Washington (AFP) – Strong growth in the United States has helped to lift the outlook for the world economy, but more needs to be done to stem a slide in productivity, the head of the IMF said Thursday.
“Global growth is marginally stronger on account of robust activity in the United States and in a number of emerging markets economies,” International Monetary Fund managing director Kristalina Georgieva said in a speech in Washington.
The US economy grew by a robust 2.5 percent last year, according to the Commerce Department, far outstripping most other advanced economies.
“Sustained household consumption and business investment, and an easing of supply chain problems helped,” Georgieva added.
“And inflation is going down.”
She spoke days before the IMF-World Bank spring meetings of world financial leaders in Washington, one of two such gatherings hosted annually by the international institutions.
Her remarks suggest the IMF now expects the world economy to grow faster than it predicted in January, when it forecast global growth to rise by 3.1 percent in 2024, and 3.2 percent in 2025.
“It is tempting to breathe a sigh of relief. We have avoided a global recession and a period of stagflation,” Georgieva said.
“But there are still plenty of things to worry about.”
– Geopolitical tension –
A challenge Georgieva mentioned was rising geopolitical tension, which increases the risk of fragmentation in the global economy.

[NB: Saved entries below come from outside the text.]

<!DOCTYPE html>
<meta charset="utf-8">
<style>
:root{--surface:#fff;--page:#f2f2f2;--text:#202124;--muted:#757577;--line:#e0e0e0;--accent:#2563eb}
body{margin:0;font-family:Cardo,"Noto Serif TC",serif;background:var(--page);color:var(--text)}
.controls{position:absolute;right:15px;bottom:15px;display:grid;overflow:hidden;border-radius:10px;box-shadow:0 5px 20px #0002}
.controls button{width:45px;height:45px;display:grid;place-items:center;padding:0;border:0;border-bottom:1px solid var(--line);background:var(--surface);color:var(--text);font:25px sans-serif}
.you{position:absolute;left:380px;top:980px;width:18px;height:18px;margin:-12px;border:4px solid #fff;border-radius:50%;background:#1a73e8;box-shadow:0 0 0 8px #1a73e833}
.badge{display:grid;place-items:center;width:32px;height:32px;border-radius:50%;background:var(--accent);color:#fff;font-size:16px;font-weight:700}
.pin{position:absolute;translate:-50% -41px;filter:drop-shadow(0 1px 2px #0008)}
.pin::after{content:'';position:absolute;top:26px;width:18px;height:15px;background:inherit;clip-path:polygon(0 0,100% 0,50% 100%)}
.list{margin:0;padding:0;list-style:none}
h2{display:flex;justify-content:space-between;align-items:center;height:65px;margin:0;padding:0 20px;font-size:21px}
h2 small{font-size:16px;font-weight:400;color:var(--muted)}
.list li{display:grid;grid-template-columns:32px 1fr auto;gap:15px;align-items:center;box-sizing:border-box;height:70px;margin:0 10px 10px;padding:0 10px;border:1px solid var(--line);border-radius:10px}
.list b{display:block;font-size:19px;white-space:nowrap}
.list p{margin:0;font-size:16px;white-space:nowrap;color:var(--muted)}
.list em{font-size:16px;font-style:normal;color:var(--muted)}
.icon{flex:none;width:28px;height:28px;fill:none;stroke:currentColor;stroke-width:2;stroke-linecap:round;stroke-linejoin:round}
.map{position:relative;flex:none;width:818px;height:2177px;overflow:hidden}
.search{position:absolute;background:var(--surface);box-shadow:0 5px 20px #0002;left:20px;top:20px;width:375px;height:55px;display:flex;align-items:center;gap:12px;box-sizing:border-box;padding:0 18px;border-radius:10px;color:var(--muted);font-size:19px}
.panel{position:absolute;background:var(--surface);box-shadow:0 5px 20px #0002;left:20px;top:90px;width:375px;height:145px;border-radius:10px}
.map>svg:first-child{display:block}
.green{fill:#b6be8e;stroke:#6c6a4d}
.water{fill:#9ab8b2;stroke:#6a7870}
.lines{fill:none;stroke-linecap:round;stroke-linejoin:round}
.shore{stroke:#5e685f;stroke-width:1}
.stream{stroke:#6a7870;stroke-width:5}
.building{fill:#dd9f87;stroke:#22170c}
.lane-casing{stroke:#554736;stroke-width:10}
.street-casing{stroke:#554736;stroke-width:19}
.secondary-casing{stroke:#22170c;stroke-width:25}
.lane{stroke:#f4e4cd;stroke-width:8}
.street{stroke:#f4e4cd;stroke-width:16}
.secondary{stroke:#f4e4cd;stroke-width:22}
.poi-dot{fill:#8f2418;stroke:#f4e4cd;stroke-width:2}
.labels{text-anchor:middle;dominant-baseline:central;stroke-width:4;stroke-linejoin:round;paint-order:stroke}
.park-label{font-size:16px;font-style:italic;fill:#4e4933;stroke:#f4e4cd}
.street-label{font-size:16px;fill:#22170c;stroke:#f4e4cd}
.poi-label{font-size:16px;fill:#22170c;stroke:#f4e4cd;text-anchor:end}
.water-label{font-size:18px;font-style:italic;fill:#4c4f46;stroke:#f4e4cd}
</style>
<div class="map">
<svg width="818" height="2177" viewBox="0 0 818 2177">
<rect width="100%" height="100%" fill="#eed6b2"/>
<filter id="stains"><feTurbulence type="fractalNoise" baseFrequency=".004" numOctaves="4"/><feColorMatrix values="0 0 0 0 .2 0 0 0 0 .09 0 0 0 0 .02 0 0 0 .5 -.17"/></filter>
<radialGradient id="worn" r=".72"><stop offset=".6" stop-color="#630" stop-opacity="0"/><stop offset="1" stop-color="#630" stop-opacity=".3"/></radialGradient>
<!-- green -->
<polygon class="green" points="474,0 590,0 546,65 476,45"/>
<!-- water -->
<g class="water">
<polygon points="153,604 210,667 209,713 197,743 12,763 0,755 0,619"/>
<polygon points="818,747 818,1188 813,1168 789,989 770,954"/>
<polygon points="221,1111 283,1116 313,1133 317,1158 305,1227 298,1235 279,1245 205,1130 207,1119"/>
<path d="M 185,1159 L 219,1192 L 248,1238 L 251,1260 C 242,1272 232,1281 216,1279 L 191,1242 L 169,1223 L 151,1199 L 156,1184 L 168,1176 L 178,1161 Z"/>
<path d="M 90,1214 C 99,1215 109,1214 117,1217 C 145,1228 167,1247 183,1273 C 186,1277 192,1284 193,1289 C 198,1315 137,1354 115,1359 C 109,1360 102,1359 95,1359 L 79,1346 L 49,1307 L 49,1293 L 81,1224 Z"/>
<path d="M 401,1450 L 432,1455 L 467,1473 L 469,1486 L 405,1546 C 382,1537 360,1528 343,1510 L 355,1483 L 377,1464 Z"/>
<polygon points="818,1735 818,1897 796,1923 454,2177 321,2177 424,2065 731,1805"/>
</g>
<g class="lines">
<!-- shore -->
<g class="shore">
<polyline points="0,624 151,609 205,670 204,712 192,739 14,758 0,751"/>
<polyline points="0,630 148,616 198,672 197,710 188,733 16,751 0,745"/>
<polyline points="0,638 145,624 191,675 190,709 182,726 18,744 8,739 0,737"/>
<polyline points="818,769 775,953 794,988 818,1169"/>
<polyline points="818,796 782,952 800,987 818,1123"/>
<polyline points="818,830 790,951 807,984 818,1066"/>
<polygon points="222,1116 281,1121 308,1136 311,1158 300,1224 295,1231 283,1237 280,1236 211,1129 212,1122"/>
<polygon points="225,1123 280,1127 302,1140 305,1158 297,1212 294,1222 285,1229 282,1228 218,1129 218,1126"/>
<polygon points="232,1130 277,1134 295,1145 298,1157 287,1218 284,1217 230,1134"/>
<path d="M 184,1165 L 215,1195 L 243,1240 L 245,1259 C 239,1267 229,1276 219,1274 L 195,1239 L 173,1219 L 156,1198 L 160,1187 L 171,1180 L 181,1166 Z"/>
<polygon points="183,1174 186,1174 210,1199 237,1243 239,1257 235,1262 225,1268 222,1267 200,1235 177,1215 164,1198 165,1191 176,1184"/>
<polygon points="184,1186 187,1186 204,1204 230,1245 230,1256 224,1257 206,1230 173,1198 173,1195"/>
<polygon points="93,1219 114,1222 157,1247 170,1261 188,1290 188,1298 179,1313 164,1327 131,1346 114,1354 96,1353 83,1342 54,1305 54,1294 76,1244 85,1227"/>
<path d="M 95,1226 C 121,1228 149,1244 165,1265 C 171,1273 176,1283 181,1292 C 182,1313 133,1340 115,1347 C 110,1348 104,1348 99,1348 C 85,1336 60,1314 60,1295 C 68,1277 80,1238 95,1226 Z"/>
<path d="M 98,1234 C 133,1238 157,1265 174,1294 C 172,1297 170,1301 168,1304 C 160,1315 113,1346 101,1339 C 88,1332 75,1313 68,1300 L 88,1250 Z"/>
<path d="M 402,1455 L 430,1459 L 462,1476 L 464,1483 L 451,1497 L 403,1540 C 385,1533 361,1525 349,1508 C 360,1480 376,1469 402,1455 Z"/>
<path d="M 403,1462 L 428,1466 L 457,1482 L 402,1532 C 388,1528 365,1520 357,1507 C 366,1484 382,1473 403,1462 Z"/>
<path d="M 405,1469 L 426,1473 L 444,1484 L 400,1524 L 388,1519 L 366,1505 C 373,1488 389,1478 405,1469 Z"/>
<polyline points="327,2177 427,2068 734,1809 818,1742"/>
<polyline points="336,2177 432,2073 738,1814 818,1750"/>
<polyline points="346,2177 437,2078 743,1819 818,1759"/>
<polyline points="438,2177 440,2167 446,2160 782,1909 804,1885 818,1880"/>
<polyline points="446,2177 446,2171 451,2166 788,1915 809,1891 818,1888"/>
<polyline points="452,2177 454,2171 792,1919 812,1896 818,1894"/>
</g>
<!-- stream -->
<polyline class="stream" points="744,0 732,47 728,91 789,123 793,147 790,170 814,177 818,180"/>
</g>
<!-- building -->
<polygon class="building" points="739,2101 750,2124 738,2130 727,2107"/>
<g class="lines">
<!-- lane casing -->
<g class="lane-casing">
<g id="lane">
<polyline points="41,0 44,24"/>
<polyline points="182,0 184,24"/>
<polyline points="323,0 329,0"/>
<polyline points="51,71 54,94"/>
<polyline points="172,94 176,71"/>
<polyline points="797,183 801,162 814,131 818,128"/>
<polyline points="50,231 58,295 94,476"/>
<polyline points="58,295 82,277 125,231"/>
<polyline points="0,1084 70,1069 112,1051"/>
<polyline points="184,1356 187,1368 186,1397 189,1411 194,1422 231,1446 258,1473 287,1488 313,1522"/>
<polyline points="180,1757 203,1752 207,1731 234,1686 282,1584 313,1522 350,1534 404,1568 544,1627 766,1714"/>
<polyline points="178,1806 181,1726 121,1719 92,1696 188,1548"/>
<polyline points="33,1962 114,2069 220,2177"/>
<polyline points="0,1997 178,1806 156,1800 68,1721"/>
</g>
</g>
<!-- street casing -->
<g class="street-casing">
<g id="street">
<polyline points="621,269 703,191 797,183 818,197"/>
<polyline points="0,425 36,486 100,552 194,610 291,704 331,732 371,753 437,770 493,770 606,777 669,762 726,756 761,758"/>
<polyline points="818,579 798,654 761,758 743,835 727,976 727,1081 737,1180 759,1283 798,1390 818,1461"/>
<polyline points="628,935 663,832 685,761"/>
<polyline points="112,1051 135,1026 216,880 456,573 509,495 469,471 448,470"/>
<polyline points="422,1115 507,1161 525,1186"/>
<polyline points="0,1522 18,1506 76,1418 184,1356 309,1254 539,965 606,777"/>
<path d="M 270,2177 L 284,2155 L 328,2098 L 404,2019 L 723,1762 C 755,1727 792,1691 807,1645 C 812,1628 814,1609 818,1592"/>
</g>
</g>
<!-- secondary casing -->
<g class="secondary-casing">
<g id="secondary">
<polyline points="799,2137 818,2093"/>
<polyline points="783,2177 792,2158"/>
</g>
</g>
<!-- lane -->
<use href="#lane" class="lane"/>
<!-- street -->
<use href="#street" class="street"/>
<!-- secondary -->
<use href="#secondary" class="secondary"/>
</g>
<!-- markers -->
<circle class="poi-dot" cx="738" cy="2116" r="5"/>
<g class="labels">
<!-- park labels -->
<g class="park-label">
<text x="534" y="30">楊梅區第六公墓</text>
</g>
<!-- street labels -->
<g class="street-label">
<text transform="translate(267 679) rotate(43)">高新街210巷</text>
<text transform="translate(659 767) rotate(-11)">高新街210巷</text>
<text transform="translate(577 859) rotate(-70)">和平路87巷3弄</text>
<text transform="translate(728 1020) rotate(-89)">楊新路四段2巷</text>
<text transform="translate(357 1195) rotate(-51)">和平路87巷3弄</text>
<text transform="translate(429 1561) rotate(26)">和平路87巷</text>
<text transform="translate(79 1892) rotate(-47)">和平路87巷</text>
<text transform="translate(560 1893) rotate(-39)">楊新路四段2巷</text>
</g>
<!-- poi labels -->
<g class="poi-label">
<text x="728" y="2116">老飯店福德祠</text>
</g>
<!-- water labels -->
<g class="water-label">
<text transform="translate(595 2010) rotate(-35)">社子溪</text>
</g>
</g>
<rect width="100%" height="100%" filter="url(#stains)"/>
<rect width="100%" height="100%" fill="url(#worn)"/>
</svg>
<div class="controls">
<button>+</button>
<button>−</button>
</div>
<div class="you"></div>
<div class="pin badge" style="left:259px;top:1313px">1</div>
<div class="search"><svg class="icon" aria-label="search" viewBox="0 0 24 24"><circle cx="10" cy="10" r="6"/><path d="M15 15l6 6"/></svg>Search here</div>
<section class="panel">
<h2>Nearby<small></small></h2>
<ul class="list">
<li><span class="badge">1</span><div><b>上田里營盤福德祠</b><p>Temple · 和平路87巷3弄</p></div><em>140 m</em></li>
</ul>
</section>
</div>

“We have to buckle up for more to come,” she told a question-and-answer session when asked if volatility is the new normal in international affairs.
Georgieva also noted that while China, the world’s second biggest economy, has taken steps to address problems in its struggling property sector, “they can do more.”
This includes being more decisive in dealing with failing companies and directing support towards uncompleted construction, given the key role real estate has in boosting people’s confidence.
Beijing also needs to improve domestic demand and deal with issues like local government debt, she said, stressing that China contributes a third of global growth and is important for the world.
Georgieva also broadly highlighted the challenges of growing public debt and a “broad-based slowdown in productivity.”
Because of this, the IMF expects growth to remain at just above three percent over the medium term — below its historical average.
To help the global economy to heal and fix the productivity challenge, Georgieva laid out steps to bring global inflation and public debt back down to sustainable levels, and also called for moves to eliminate “constraints to economic activity.”
“In short, if there is a market failure that needs to be addressed — such as accelerating innovation to address the existential threat of climate change — there is a case for government intervention, including through industrial policy,” she said.
“If there is no market failure, there is a need for caution,” she added.